** Input data follows **

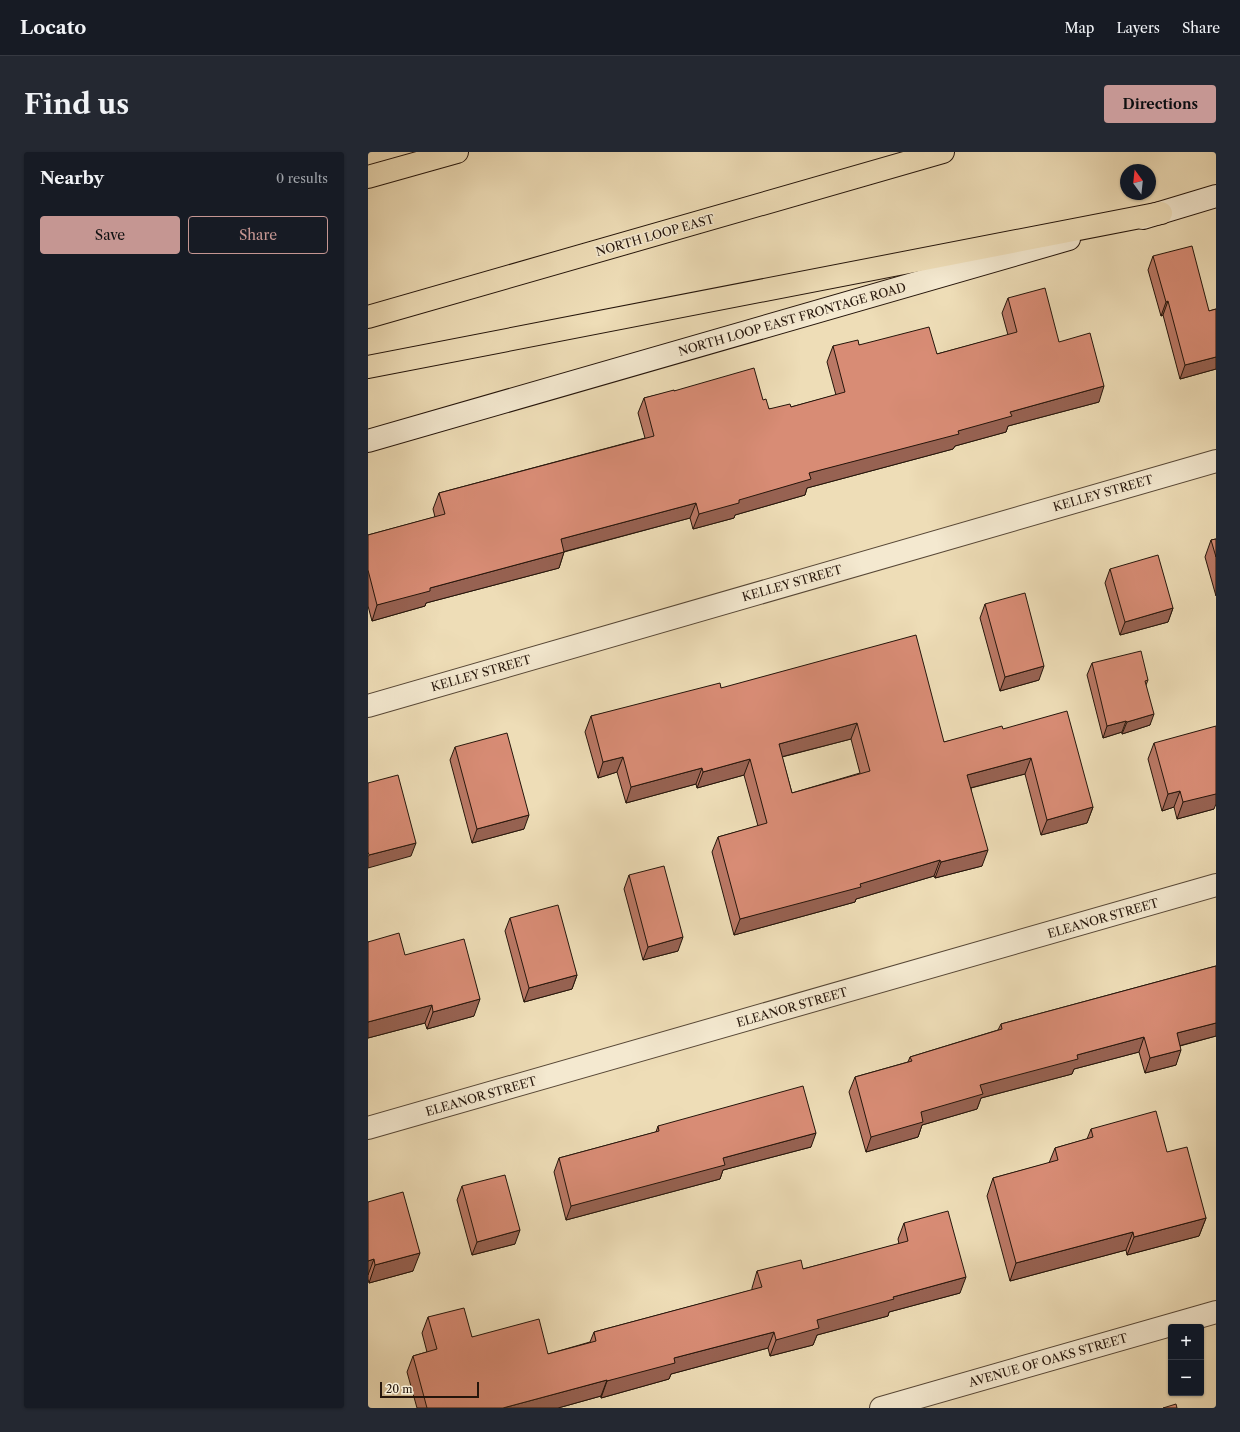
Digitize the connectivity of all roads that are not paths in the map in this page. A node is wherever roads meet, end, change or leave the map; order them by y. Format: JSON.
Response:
{"nodes":[{"id":1,"x":457,"y":152,"type":"edge"},
{"id":2,"x":943,"y":152,"type":"edge"},
{"id":3,"x":368,"y":177,"type":"edge"},
{"id":4,"x":1216,"y":196,"type":"edge"},
{"id":5,"x":1161,"y":213,"type":"junction"},
{"id":6,"x":368,"y":317,"type":"edge"},
{"id":7,"x":368,"y":367,"type":"edge"},
{"id":8,"x":368,"y":441,"type":"edge"},
{"id":9,"x":1216,"y":461,"type":"edge"},
{"id":10,"x":368,"y":706,"type":"edge"},
{"id":11,"x":1216,"y":886,"type":"edge"},
{"id":12,"x":368,"y":1128,"type":"edge"},
{"id":13,"x":1216,"y":1312,"type":"edge"},
{"id":14,"x":881,"y":1408,"type":"edge"}],
"edges":[{"from":1,"to":3,"type":"highway"},
{"from":2,"to":6,"type":"highway","name":"NORTH LOOP EAST"},
{"from":4,"to":5,"type":"street","name":"NORTH LOOP EAST FRONTAGE ROAD"},
{"from":5,"to":7,"type":"highway"},
{"from":5,"to":8,"type":"street","name":"NORTH LOOP EAST FRONTAGE ROAD"},
{"from":9,"to":10,"type":"street","name":"KELLEY STREET"},
{"from":11,"to":12,"type":"street","name":"ELEANOR STREET"},
{"from":13,"to":14,"type":"street","name":"AVENUE OF OAKS STREET"}]}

** End of Input data **

* **Problem**:
Every line of the listing that includes the word "street" belongs in the answer.

* **Solution for this problem**:
{"from":4,"to":5,"type":"street","name":"NORTH LOOP EAST FRONTAGE ROAD"},
{"from":5,"to":8,"type":"street","name":"NORTH LOOP EAST FRONTAGE ROAD"},
{"from":9,"to":10,"type":"street","name":"KELLEY STREET"},
{"from":11,"to":12,"type":"street","name":"ELEANOR STREET"},
{"from":13,"to":14,"type":"street","name":"AVENUE OF OAKS STREET"}]}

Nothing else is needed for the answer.